The design is familiar but the carbon fiber is new.Cornering meets the same exalted standards. This big, heavy car eats corners like 4,850-lb coupes almost never do. On neutral throttle in bends it'll understeer slightly. Give it big power in faster bends and you can make it tighten the line by increasing the slip angle of its rear tires, without encouraging the admirably laissez-faire ESP to intrude unless the surface gets slippery or you've made a truly hideous miscalculation. Come off the power and it'll restore you to the line you first thought of.

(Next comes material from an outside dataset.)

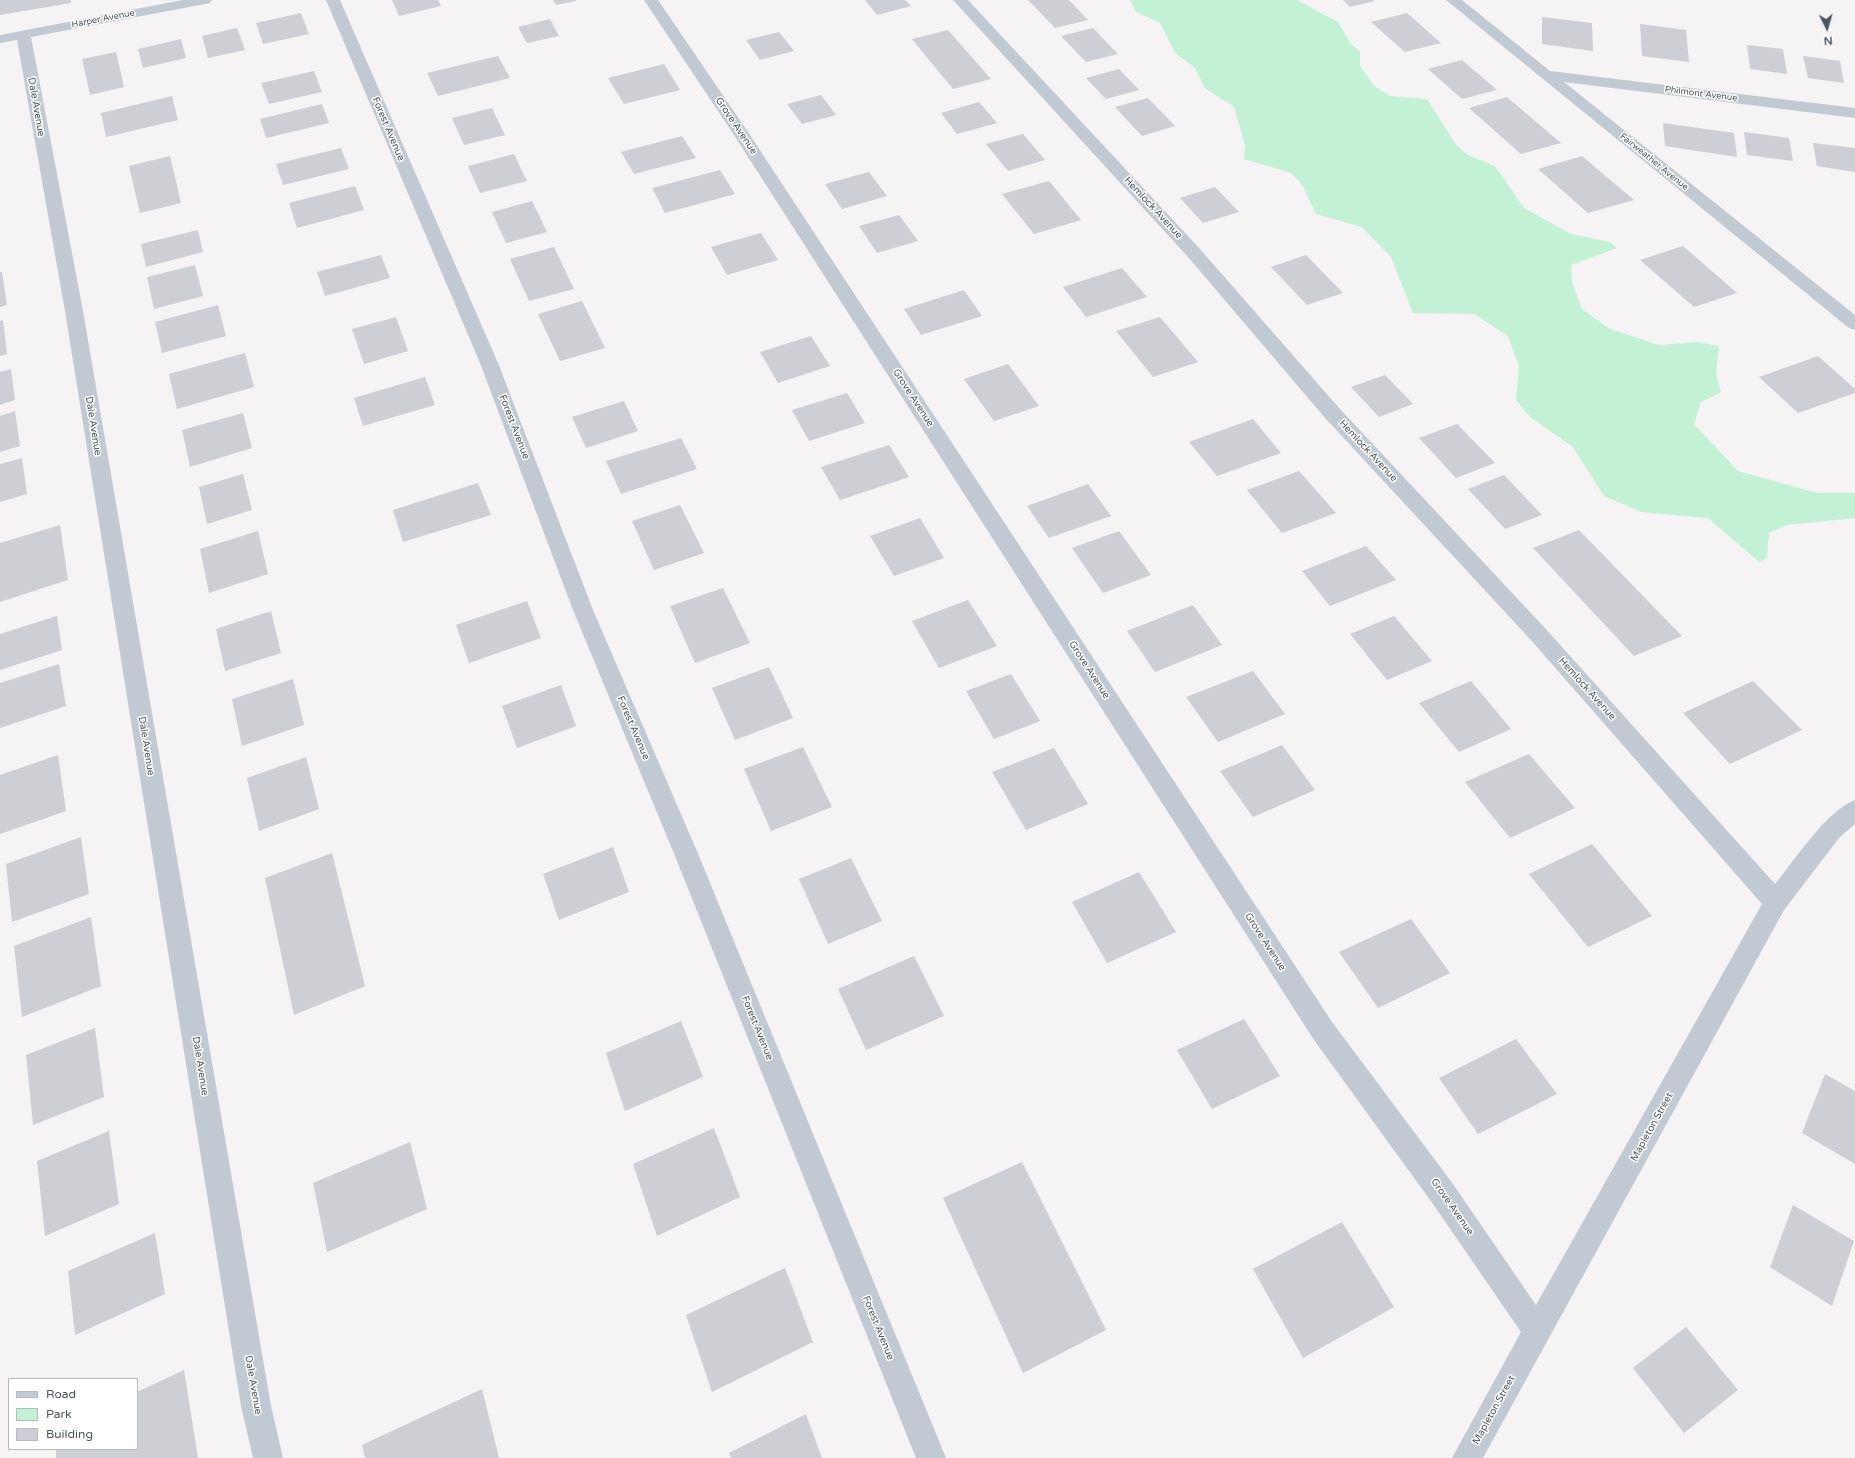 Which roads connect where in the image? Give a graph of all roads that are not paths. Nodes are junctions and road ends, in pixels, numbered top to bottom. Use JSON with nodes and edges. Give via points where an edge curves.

Body roll is never an issue. Cornering loads don't affect you, either, because you're well and truly nailed into the seat by its firmness and shape. In fact, the main challenge is matching the quality of your own inputs to the responses of this car and making sure that, seduced by 621hp, you don't arrive at corners too fast. Even if you do, the carbon-ceramic brakes give you half a chance, washing speed away with an amazing lack of effort. And as long as you steer the car to the full extent of its accuracy potential, it'll zip sweetly through tiny gaps and like an arrow along rutted, narrow roads. Its British heritage is there for anyone to see.

This was the briefest of drives – a sprint on well-surfaced British country roads and a couple of narrow lanes pocked with bumps. Throw in a humpback bridge and a few village intersections and that was the extent of it; 15 minutes and it was over. Yet by the time my stint at the wheel of the $263,000 Continental Supersports had ended, I hardly cared that this was “the fastest and most powerful Bentley ever built.” Why? Because the sensations in my hands, feet and rump were telling me that this Supersports was something even more important in the Bentley hierarchy.

It was the best.

The clear intention of this car's creators has been to build a top-end performance car, capable, in the right hands, of running with Ferraris and Porsches. But the Supersports turns out to be so brilliant that some of its facets deserve airplay in a wider range of cars than the hard-nut performance minority. The refined ride that delivers compromises beyond what normally seems possible, the superb steering, the prodigious brakes, even the unconventionally comfortable ride, would all be loved by owners whose priority is not necessarily ultra-high speed. Let's hope they're bound, in appropriate form, for the rest of the Bentley range.